▸ **Information**
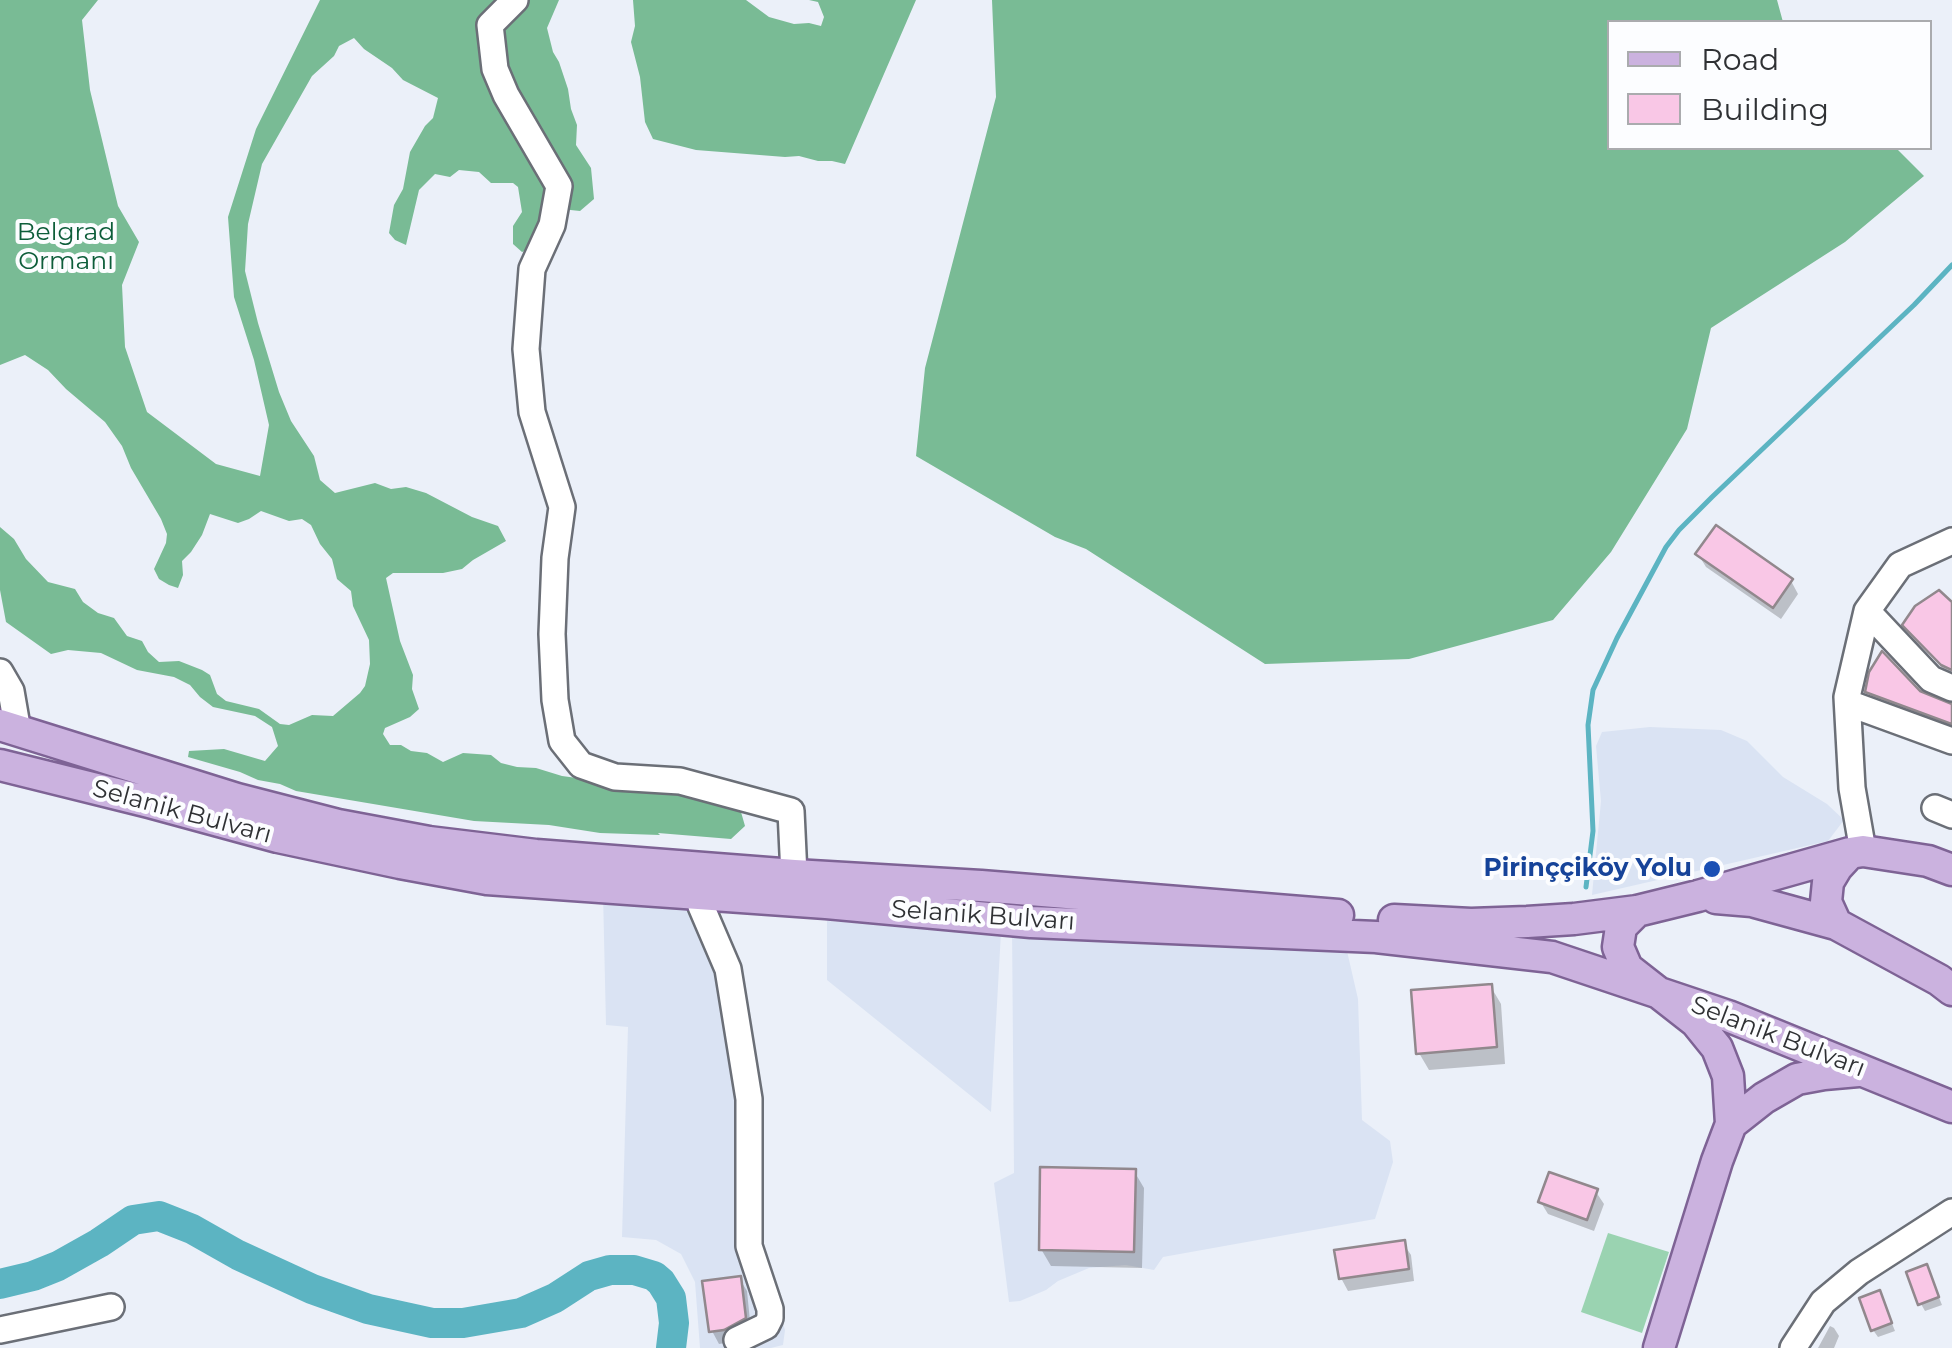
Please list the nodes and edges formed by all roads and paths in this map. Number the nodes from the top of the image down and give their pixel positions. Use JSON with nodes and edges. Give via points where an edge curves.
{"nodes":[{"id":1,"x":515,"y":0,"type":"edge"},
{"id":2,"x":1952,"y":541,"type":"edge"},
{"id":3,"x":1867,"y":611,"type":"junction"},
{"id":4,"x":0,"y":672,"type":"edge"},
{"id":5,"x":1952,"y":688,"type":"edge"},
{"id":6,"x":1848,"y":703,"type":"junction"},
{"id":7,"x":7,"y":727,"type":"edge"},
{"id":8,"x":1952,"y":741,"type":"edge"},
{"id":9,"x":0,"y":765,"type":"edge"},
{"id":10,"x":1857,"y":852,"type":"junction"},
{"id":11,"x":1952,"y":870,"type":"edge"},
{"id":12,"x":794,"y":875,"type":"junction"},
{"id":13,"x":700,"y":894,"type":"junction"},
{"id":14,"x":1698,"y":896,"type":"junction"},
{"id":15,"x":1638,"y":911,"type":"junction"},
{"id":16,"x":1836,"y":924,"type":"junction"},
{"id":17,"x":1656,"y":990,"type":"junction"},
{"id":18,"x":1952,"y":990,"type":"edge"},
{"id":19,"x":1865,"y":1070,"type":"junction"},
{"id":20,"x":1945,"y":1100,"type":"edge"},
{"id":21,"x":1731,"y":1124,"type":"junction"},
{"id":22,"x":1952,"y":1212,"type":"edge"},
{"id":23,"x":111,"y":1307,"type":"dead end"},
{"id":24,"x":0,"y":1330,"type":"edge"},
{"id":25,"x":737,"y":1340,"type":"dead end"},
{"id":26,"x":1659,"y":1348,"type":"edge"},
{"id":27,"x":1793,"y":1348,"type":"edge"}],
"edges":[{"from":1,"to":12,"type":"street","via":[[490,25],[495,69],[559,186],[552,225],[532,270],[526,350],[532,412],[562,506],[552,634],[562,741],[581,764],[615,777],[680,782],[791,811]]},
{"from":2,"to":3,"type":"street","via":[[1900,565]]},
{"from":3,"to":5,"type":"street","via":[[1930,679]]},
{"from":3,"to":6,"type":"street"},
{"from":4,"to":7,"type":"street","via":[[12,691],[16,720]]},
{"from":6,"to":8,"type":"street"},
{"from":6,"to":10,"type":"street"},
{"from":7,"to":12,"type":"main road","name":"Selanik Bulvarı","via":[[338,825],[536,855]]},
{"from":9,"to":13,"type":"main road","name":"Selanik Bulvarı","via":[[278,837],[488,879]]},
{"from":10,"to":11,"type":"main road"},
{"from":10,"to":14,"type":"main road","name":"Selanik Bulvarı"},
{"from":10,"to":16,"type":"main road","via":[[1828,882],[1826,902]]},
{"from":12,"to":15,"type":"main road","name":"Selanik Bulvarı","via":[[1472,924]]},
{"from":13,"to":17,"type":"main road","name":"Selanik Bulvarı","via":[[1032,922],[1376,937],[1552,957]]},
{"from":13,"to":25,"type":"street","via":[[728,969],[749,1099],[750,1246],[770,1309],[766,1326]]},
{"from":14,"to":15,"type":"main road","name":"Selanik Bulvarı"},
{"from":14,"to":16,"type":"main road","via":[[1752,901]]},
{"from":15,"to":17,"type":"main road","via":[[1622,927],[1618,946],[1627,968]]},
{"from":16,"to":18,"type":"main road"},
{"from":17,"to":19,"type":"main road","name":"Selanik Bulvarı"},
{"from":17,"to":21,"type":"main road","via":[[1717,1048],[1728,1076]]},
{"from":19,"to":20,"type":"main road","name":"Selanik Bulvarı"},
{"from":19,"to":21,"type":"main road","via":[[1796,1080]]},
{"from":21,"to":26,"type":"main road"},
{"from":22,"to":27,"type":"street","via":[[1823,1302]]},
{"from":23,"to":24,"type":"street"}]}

▸ **What you will do**
Write the entries above out in full, exactly, with no images.

▸ **Response for this exercise**
Please list the nodes and edges formed by all roads and paths in this map. Number the nodes from the top of the image down and give their pixel positions. Use JSON with nodes and edges. Give via points where an edge curves.
{"nodes":[{"id":1,"x":515,"y":0,"type":"edge"},
{"id":2,"x":1952,"y":541,"type":"edge"},
{"id":3,"x":1867,"y":611,"type":"junction"},
{"id":4,"x":0,"y":672,"type":"edge"},
{"id":5,"x":1952,"y":688,"type":"edge"},
{"id":6,"x":1848,"y":703,"type":"junction"},
{"id":7,"x":7,"y":727,"type":"edge"},
{"id":8,"x":1952,"y":741,"type":"edge"},
{"id":9,"x":0,"y":765,"type":"edge"},
{"id":10,"x":1857,"y":852,"type":"junction"},
{"id":11,"x":1952,"y":870,"type":"edge"},
{"id":12,"x":794,"y":875,"type":"junction"},
{"id":13,"x":700,"y":894,"type":"junction"},
{"id":14,"x":1698,"y":896,"type":"junction"},
{"id":15,"x":1638,"y":911,"type":"junction"},
{"id":16,"x":1836,"y":924,"type":"junction"},
{"id":17,"x":1656,"y":990,"type":"junction"},
{"id":18,"x":1952,"y":990,"type":"edge"},
{"id":19,"x":1865,"y":1070,"type":"junction"},
{"id":20,"x":1945,"y":1100,"type":"edge"},
{"id":21,"x":1731,"y":1124,"type":"junction"},
{"id":22,"x":1952,"y":1212,"type":"edge"},
{"id":23,"x":111,"y":1307,"type":"dead end"},
{"id":24,"x":0,"y":1330,"type":"edge"},
{"id":25,"x":737,"y":1340,"type":"dead end"},
{"id":26,"x":1659,"y":1348,"type":"edge"},
{"id":27,"x":1793,"y":1348,"type":"edge"}],
"edges":[{"from":1,"to":12,"type":"street","via":[[490,25],[495,69],[559,186],[552,225],[532,270],[526,350],[532,412],[562,506],[552,634],[562,741],[581,764],[615,777],[680,782],[791,811]]},
{"from":2,"to":3,"type":"street","via":[[1900,565]]},
{"from":3,"to":5,"type":"street","via":[[1930,679]]},
{"from":3,"to":6,"type":"street"},
{"from":4,"to":7,"type":"street","via":[[12,691],[16,720]]},
{"from":6,"to":8,"type":"street"},
{"from":6,"to":10,"type":"street"},
{"from":7,"to":12,"type":"main road","name":"Selanik Bulvarı","via":[[338,825],[536,855]]},
{"from":9,"to":13,"type":"main road","name":"Selanik Bulvarı","via":[[278,837],[488,879]]},
{"from":10,"to":11,"type":"main road"},
{"from":10,"to":14,"type":"main road","name":"Selanik Bulvarı"},
{"from":10,"to":16,"type":"main road","via":[[1828,882],[1826,902]]},
{"from":12,"to":15,"type":"main road","name":"Selanik Bulvarı","via":[[1472,924]]},
{"from":13,"to":17,"type":"main road","name":"Selanik Bulvarı","via":[[1032,922],[1376,937],[1552,957]]},
{"from":13,"to":25,"type":"street","via":[[728,969],[749,1099],[750,1246],[770,1309],[766,1326]]},
{"from":14,"to":15,"type":"main road","name":"Selanik Bulvarı"},
{"from":14,"to":16,"type":"main road","via":[[1752,901]]},
{"from":15,"to":17,"type":"main road","via":[[1622,927],[1618,946],[1627,968]]},
{"from":16,"to":18,"type":"main road"},
{"from":17,"to":19,"type":"main road","name":"Selanik Bulvarı"},
{"from":17,"to":21,"type":"main road","via":[[1717,1048],[1728,1076]]},
{"from":19,"to":20,"type":"main road","name":"Selanik Bulvarı"},
{"from":19,"to":21,"type":"main road","via":[[1796,1080]]},
{"from":21,"to":26,"type":"main road"},
{"from":22,"to":27,"type":"street","via":[[1823,1302]]},
{"from":23,"to":24,"type":"street"}]}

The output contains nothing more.